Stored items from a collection
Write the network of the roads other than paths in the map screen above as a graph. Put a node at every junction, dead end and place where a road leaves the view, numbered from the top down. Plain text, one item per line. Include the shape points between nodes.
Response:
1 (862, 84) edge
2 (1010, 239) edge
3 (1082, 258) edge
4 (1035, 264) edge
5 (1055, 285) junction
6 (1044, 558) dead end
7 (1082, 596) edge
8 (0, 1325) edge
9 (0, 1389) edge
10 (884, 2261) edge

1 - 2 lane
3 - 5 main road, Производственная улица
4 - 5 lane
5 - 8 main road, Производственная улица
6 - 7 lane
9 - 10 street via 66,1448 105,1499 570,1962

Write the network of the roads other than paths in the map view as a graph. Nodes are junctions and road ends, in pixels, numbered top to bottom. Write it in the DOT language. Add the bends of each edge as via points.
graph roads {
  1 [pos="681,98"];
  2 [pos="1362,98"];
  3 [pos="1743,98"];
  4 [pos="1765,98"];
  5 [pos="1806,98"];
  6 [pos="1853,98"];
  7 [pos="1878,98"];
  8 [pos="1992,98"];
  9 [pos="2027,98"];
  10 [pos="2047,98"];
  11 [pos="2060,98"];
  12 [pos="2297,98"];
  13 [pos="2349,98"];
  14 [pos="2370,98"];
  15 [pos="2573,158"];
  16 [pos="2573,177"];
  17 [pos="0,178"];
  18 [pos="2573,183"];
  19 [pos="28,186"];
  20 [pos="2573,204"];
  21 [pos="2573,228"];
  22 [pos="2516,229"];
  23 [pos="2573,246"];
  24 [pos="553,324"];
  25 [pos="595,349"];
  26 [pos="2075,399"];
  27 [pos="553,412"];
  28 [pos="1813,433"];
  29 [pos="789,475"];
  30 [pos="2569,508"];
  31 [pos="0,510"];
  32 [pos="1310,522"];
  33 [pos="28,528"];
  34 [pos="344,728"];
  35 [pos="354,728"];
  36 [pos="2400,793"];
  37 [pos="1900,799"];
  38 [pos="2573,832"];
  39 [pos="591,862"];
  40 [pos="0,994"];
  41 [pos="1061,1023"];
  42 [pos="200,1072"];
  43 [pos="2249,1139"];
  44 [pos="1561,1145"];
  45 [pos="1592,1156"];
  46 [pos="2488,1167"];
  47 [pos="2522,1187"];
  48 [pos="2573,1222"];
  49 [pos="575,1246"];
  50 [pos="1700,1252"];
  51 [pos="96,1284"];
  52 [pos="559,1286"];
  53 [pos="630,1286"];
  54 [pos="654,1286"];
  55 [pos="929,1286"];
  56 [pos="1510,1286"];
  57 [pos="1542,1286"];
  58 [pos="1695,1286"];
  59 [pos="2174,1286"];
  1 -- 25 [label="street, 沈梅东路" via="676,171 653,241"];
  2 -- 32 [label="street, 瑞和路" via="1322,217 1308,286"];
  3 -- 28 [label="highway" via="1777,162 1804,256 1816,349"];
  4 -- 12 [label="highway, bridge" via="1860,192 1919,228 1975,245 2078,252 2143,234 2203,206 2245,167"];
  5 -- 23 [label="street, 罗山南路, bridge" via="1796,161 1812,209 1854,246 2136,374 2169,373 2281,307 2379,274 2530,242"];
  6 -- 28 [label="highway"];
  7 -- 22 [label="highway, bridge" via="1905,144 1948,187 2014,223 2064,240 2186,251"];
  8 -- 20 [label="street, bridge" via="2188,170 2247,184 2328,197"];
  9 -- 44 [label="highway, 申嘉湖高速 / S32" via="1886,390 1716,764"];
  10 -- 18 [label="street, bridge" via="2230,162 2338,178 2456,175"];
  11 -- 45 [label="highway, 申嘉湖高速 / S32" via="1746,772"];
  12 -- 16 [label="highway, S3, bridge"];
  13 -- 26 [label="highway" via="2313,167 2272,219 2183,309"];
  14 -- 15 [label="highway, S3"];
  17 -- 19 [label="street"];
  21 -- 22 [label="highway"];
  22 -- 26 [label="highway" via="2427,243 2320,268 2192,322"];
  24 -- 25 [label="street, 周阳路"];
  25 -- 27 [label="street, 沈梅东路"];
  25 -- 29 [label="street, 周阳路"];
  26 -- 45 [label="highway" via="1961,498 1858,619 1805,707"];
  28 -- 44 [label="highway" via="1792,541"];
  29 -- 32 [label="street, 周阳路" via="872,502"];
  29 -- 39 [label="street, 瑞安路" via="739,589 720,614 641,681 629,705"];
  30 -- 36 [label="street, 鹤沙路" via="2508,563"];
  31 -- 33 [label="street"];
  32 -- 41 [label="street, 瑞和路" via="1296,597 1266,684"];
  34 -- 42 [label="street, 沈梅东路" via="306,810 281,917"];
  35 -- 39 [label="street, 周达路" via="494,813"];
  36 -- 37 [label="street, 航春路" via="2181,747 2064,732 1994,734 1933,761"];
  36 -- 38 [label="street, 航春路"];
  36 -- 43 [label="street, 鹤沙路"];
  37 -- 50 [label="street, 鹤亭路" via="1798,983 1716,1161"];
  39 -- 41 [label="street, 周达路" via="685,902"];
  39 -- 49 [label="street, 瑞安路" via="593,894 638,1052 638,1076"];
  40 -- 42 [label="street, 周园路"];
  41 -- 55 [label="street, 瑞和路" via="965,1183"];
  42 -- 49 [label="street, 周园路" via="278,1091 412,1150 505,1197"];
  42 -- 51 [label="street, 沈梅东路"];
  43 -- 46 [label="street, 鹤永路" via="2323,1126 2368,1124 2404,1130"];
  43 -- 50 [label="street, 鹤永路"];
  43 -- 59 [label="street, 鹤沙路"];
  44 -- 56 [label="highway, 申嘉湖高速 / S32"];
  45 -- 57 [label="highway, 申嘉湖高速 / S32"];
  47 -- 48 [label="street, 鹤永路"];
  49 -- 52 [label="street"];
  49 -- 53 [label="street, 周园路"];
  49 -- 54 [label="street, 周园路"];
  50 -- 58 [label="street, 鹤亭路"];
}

• **TASK ITEM**
The answer must consist of every line above that contains the word "bridge".

• **RESPONSE TO THE EXERCISE**
  4 -- 12 [label="highway, bridge" via="1860,192 1919,228 1975,245 2078,252 2143,234 2203,206 2245,167"];
  5 -- 23 [label="street, 罗山南路, bridge" via="1796,161 1812,209 1854,246 2136,374 2169,373 2281,307 2379,274 2530,242"];
  7 -- 22 [label="highway, bridge" via="1905,144 1948,187 2014,223 2064,240 2186,251"];
  8 -- 20 [label="street, bridge" via="2188,170 2247,184 2328,197"];
  10 -- 18 [label="street, bridge" via="2230,162 2338,178 2456,175"];
  12 -- 16 [label="highway, S3, bridge"];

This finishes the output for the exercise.